Keep only those lines of the records that include the string "Arequipa".

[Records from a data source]
((

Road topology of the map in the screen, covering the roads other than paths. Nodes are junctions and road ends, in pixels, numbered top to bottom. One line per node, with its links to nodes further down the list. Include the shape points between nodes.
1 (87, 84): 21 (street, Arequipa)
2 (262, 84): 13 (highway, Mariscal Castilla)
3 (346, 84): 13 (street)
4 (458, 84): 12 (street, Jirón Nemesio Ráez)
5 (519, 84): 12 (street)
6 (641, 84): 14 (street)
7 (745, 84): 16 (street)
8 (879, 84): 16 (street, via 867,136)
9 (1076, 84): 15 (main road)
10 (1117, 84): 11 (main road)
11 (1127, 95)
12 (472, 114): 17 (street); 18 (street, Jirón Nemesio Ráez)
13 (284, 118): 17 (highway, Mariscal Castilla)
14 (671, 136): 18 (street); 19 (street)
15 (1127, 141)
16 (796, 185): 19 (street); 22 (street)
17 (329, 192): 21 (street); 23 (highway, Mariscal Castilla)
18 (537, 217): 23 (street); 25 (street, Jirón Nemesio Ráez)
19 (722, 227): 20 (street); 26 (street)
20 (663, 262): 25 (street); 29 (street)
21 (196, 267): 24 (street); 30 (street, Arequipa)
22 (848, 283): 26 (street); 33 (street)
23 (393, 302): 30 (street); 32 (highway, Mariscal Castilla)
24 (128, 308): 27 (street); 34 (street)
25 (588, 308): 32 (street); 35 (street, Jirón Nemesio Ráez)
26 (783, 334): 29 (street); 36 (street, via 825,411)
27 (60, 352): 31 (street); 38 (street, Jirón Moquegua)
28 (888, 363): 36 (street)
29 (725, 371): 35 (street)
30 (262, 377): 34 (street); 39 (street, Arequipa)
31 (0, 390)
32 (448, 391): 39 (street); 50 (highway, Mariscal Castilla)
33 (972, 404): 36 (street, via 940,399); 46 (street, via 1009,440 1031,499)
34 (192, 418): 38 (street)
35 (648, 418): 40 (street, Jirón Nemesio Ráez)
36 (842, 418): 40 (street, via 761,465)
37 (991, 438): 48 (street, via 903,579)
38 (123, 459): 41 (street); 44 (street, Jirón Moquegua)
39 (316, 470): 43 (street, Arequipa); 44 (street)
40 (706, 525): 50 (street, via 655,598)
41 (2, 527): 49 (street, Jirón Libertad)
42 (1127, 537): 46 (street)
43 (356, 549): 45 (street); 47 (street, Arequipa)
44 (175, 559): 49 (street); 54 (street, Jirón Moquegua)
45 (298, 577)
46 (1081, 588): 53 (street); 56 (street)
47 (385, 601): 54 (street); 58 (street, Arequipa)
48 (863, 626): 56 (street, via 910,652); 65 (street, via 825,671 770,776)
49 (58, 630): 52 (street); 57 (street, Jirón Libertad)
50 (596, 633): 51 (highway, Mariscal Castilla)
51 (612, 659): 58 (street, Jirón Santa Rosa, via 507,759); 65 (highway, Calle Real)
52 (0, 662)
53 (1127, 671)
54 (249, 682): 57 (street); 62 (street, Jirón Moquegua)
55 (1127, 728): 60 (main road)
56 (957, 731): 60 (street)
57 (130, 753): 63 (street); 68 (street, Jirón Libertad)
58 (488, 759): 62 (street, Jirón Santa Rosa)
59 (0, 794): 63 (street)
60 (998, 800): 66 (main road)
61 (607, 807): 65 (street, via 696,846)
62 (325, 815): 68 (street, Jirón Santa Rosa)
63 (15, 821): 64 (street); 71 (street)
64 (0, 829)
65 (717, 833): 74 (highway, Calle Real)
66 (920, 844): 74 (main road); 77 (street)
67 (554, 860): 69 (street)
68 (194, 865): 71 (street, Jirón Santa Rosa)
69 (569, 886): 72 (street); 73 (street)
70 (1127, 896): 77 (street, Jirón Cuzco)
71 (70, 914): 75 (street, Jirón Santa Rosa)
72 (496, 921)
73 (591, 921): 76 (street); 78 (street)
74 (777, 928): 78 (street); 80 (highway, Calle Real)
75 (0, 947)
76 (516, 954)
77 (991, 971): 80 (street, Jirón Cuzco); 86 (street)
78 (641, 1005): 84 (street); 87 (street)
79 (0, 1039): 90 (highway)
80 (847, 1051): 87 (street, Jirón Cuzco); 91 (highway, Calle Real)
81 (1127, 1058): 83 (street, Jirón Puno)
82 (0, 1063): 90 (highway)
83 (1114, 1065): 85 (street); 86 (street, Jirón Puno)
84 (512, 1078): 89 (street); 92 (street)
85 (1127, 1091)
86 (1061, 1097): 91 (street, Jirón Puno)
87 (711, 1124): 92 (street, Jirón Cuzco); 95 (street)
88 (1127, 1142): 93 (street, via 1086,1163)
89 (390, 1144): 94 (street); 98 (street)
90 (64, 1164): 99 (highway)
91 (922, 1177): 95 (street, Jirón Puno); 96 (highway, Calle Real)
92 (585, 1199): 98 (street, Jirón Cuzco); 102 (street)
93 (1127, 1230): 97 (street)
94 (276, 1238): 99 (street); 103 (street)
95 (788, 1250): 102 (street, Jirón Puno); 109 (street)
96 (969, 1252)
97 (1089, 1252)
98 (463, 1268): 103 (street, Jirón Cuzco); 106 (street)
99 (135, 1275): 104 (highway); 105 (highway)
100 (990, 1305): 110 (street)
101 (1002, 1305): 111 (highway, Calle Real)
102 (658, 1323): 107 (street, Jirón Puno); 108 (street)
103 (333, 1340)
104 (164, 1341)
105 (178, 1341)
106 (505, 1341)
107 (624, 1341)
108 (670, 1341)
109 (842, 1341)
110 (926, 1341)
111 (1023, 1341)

))

**Solution to the exercise:**
1 (87, 84): 21 (street, Arequipa)
21 (196, 267): 24 (street); 30 (street, Arequipa)
30 (262, 377): 34 (street); 39 (street, Arequipa)
39 (316, 470): 43 (street, Arequipa); 44 (street)
43 (356, 549): 45 (street); 47 (street, Arequipa)
47 (385, 601): 54 (street); 58 (street, Arequipa)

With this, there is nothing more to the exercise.